Wyoming

August 17, 2010

The days have flown by…

I have ridden through Wyoming. I love Wyoming.

I found myself in tears so many times…. the beauty of it all, the colors, the shades, the textures, the mountains, the fields. Even the air is different… the energy from the earth too. I took hundreds of photos trying to capture what I was seeing and not too many really tell the story.

I could be here. I could be here and make horses, you know, clay horses, stone horses. It reminded me of New Mexico, the vastness, the infinite skies, the striated, craggy, red rocks.

The earth split and gave birth to all these mountains. The earth shows her bones. Her ribs. Then a blanket of soft sand was pulled over her wounds and sage grew, mottling the landscape with its pale greens. The grass grew and died golden. The flowers are small but oh so colorful. There are wild horses here. I saw two, too far to take a photo.
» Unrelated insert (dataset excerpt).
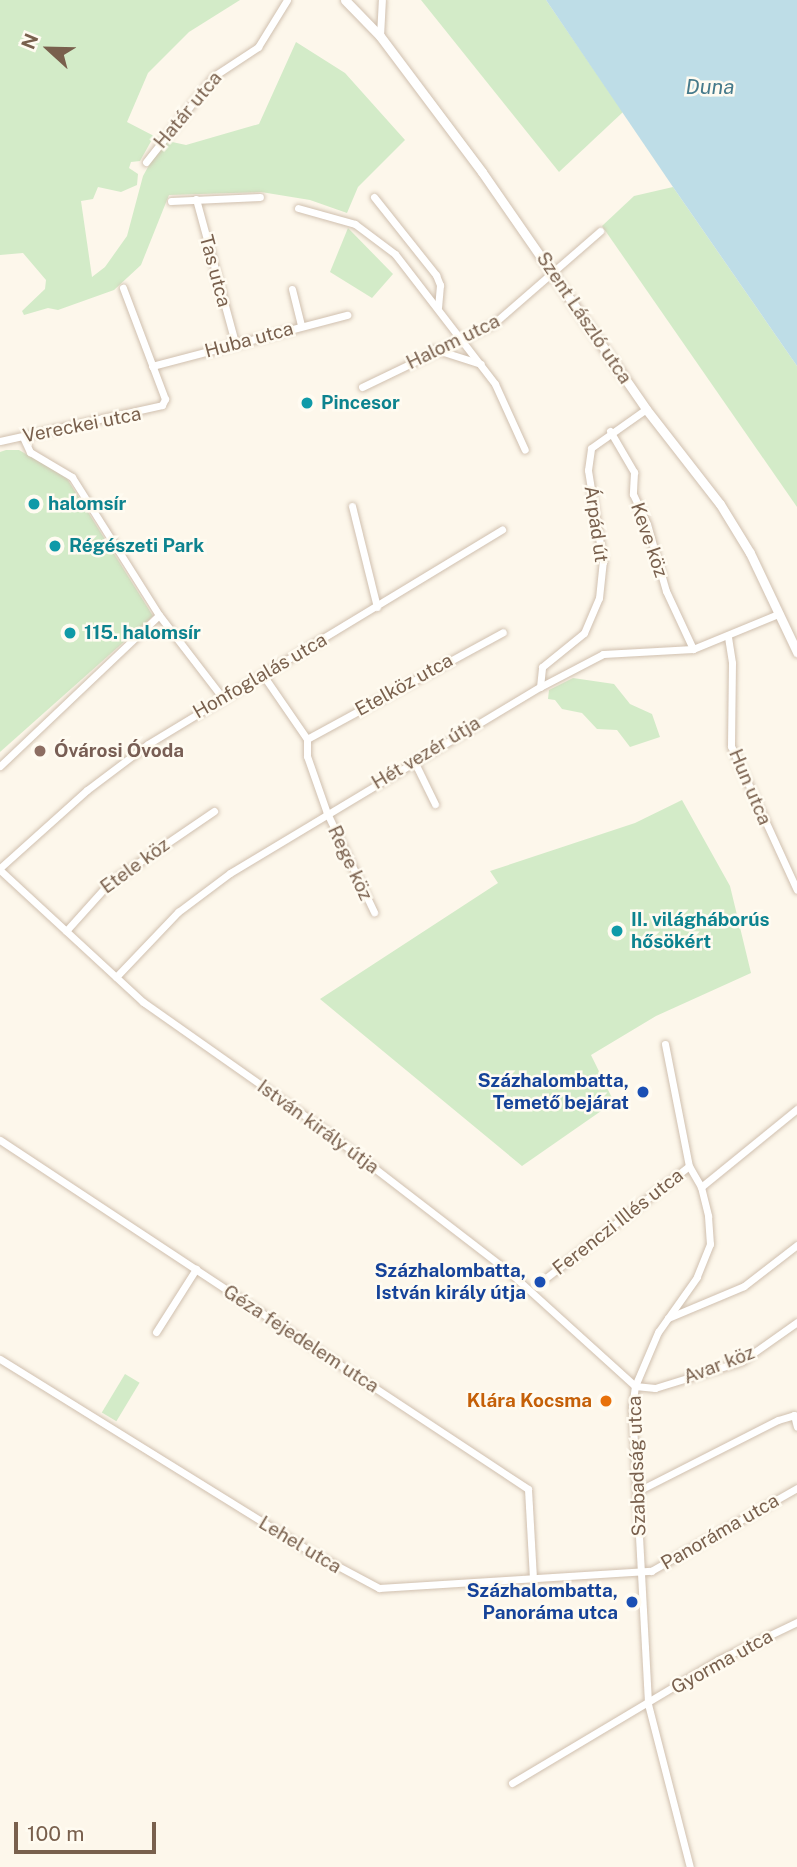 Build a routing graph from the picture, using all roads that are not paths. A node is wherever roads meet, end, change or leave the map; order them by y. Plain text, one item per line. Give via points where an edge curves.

I wished for more roads, more places, but then I reached Greybull. I slept in a historic hotel that has been a bank, a brothel, a hotel, abandoned and now revived into an hotel again. I was told there are ghosts in the place, they rattle the door knobs and will turn on the TV and flip the channels. The did not visit me. Or maybe I slept so deeply I did not hear them.

The following day I ended up in Yellowstone. My piloting skills failed me. But I am glad I did end up there against my original plan of not going

The way there, just past Cody, was unbelievably beautiful. Again zillions of photos… Then I hit the gates of Yellowstone Park. It is slow going but not as bad as I was told. Parts of it awesome, a lot of it had burned in forest fires. A lot of it…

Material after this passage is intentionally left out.